New York could sell $192 million of qualified school construction bonds this year through the Dormitory Authority of the State of New York, according to a resolution adopted by the agency at its monthly board meeting yesterday.
The bonds would be backed by state personal income tax and would fund an existing school construction grant program, called Expanding Our Children's Education and Learning, or EXCEL.
The federal QSCB program was created in the American Recovery and Reinvestment Act and authorized the sale of $11 billion of the bonds in 2009 for school construction projects, with another $11 billion to be allocated in 2010.
The bonds pay the investor federal tax credits instead of interest, meaning that the issuer repays only the principal on the bonds. The state's allocation - excluding New York City, Buffalo, and Rochester, which each got separate allocations - was $192 million for 2009.
The state Legislature authorized DASNY to sell $2.6 billion of personal income tax bonds to fund the EXCEL program, which began in fiscal 2007. To date, DASNY has sold more than half of that.
The state Division of Budget told DASNY that it was contemplating allocating "all or a portion of" New York's 2009 and 2010 QSCB allocation with the intention of having the issuer market one or more series of bonds to fund EXCEL grants, according to the resolution.
Yesterday's resolution did not authorize a bond sale; rather, it just got the ball rolling.
"There's no green light for anybody to go ahead and do this," said DASNY spokesman Marc Violette. "It's kind of like preparing the way for something that might happen."
The possibility that all of the state's QSCBs would be issued by DASNY to fund grants didn't sit well with Richard Tortora, president of Capital Markets Advisors LLC, which he said counts about 100 school districts in the state as clients.
"If DASNY took all of the allocation and used it to issue debt to raise money to fund EXCEL, that might be good for the state of New York, but it seems as though it doesn't do anything for local school districts," Tortora said. Tortora said the school districts wouldn't receive any additional benefits from the state's use of QSCBs to fund EXCEL since the grants, which school districts had to apply for, were already anticipated.
"We'd like individual school districts to get those allocations so they can issue debt and reduce their cost of capital," he said. Tortora said he thought the intent of the law was to give local school districts a break.

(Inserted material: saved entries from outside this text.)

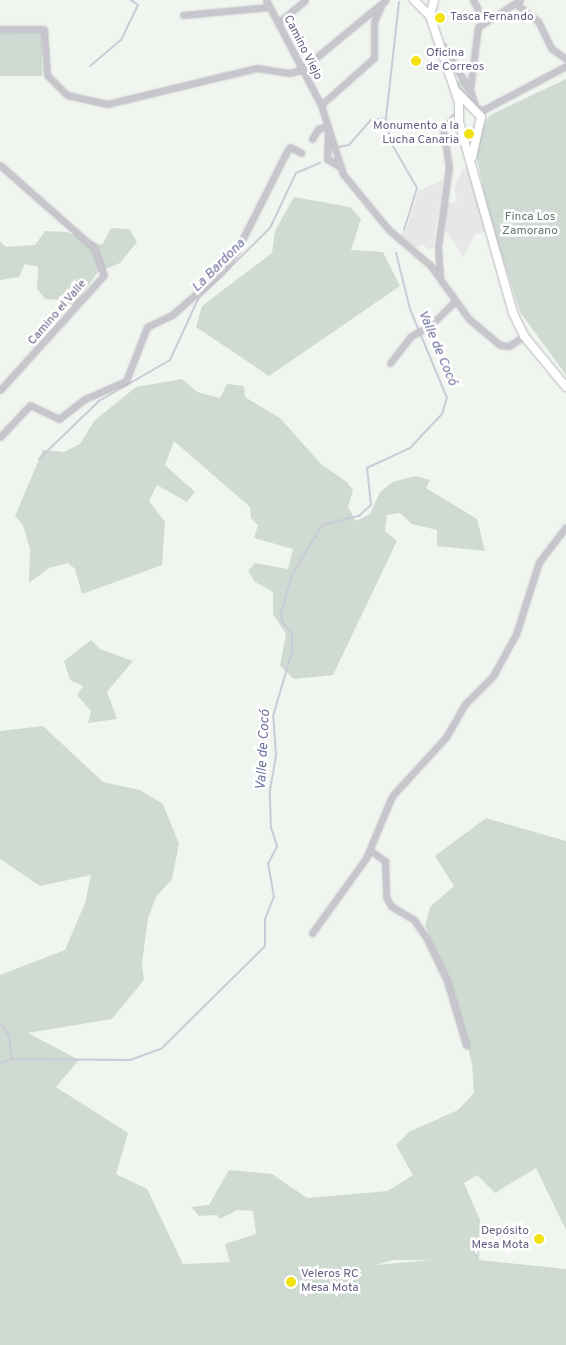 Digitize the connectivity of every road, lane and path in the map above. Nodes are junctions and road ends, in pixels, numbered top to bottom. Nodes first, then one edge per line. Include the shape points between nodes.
1 (266, 0) edge
2 (305, 0) edge
3 (434, 0) edge
4 (473, 0) edge
5 (384, 2) edge
6 (416, 2) edge
7 (518, 2) edge
8 (270, 7) junction
9 (183, 15) dead end
10 (430, 16) junction
11 (484, 21) junction
12 (278, 24) junction
13 (0, 29) edge
14 (437, 38) junction
15 (566, 59) edge
16 (566, 66) edge
17 (301, 70) junction
18 (455, 90) junction
19 (470, 90) junction
20 (321, 105) junction
21 (474, 107) junction
22 (492, 107) junction
23 (459, 112) junction
24 (478, 125) junction
25 (461, 126) junction
26 (328, 127) junction
27 (312, 139) dead end
28 (302, 153) dead end
29 (0, 165) edge
30 (341, 167) junction
31 (474, 171) junction
32 (440, 277) junction
33 (455, 301) junction
34 (524, 336) junction
35 (390, 364) dead end
36 (566, 387) edge
37 (1, 390) edge
38 (0, 437) edge
39 (566, 528) edge
40 (370, 850) junction
41 (312, 933) dead end
42 (466, 1045) dead end

1 - 8 street, Camino Viejo
2 - 12 street
3 - 6 main road
3 - 10 main road
4 - 11 street
5 - 17 street
5 - 20 street via 374,22 374,58
6 - 10 main road
7 - 11 street
7 - 15 street via 538,21 551,48
8 - 9 street
8 - 12 street, Camino Viejo
10 - 14 main road
11 - 19 street via 476,34
12 - 17 street, Camino Viejo
13 - 17 street via 44,29 47,75 67,94 107,104 257,68 289,73
14 - 18 main road
14 - 19 street
16 - 22 street
17 - 20 street, Camino Viejo
18 - 21 main road
18 - 23 main road
19 - 21 street
20 - 26 street, Camino Viejo
21 - 22 street
21 - 23 main road
21 - 24 main road
22 - 24 street
23 - 25 main road
23 - 32 street via 443,129 449,167 438,247
24 - 25 main road
24 - 31 main road
25 - 31 main road
26 - 27 street via 318,129
26 - 30 street, Camino Viejo
26 - 30 street via 325,153
28 - 38 street via 290,146 236,252 221,272 172,315 147,327 126,381 85,399 59,419 30,406
29 - 37 street, Camino el Valle via 94,248 104,275
30 - 32 street via 389,230
31 - 34 main road via 513,313
32 - 33 street
33 - 34 street via 500,345 509,346
33 - 35 street via 430,326 411,336
34 - 36 main road
39 - 40 street via 539,562 516,634 493,676 466,703 446,737 392,796
40 - 41 street
40 - 42 street via 385,861 386,897 391,906 414,920 426,937 447,981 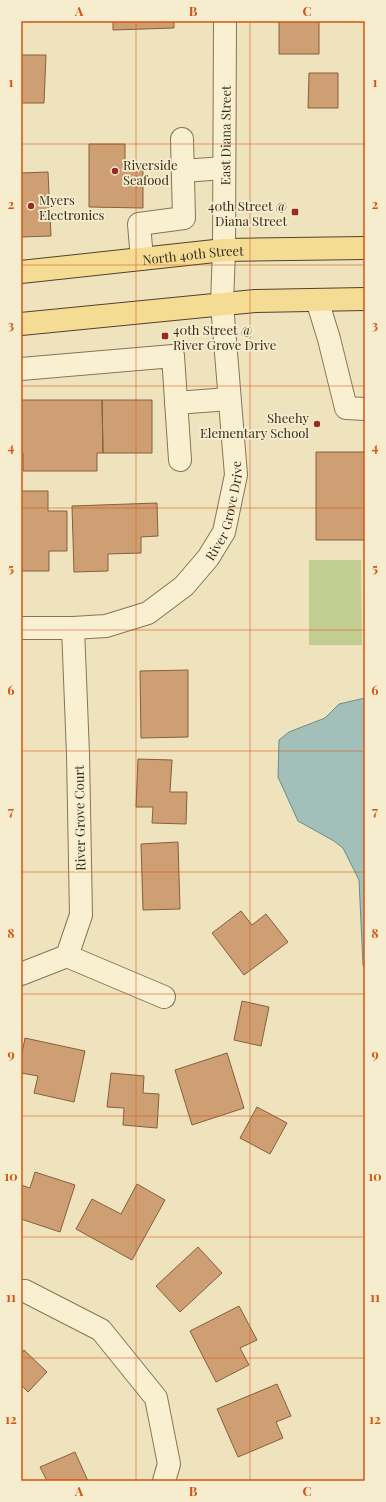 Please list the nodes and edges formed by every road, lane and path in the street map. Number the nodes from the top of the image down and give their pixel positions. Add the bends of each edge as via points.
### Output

But there doesn't appear to be problem with the state using its QSCB allocation to fund EXCEL grants, said Linda Schakel, a partner at Ballard Spahr Andrews & Ingersoll LLP.
"I don't think there would be anything wrong with the state treating it as a grant as long as the grant is going to be used for school construction," Schakel said. "The intended use of the proceeds is that they be used to construct or rehab or equip public schools, and it just says the school has to be within the state."
The DASNY board yesterday also gave final approval to three bond financings for higher education. Yeshiva University in New York City plans to market up to $145 million for new capital projects, to refinance a line of credit, and to refund some outstanding debt. JPMorgan will underwrite the bonds and Squire, Sanders & Dempsey LLP is bond counsel.
The board also approved the sale of $140 million of bonds on behalf of the University of Rochester for capital projects and refunding. Barclays Capital will lead manage the sale. Hawkins Delafield & Wood LLP is bond counsel.
Ithaca College plans to use up to $41 million to restructure variable-rate demand bonds issued last year as fixed-rate bonds. The deal will terminate a letter of credit provided by RBS Citizens NA. RBC Capital Markets will lead manage the sale. Harris Beach PLLC is bond counsel.
New York University received preliminary approval to market $469.7 million of bonds for various capital projects at its facilities in Manhattan.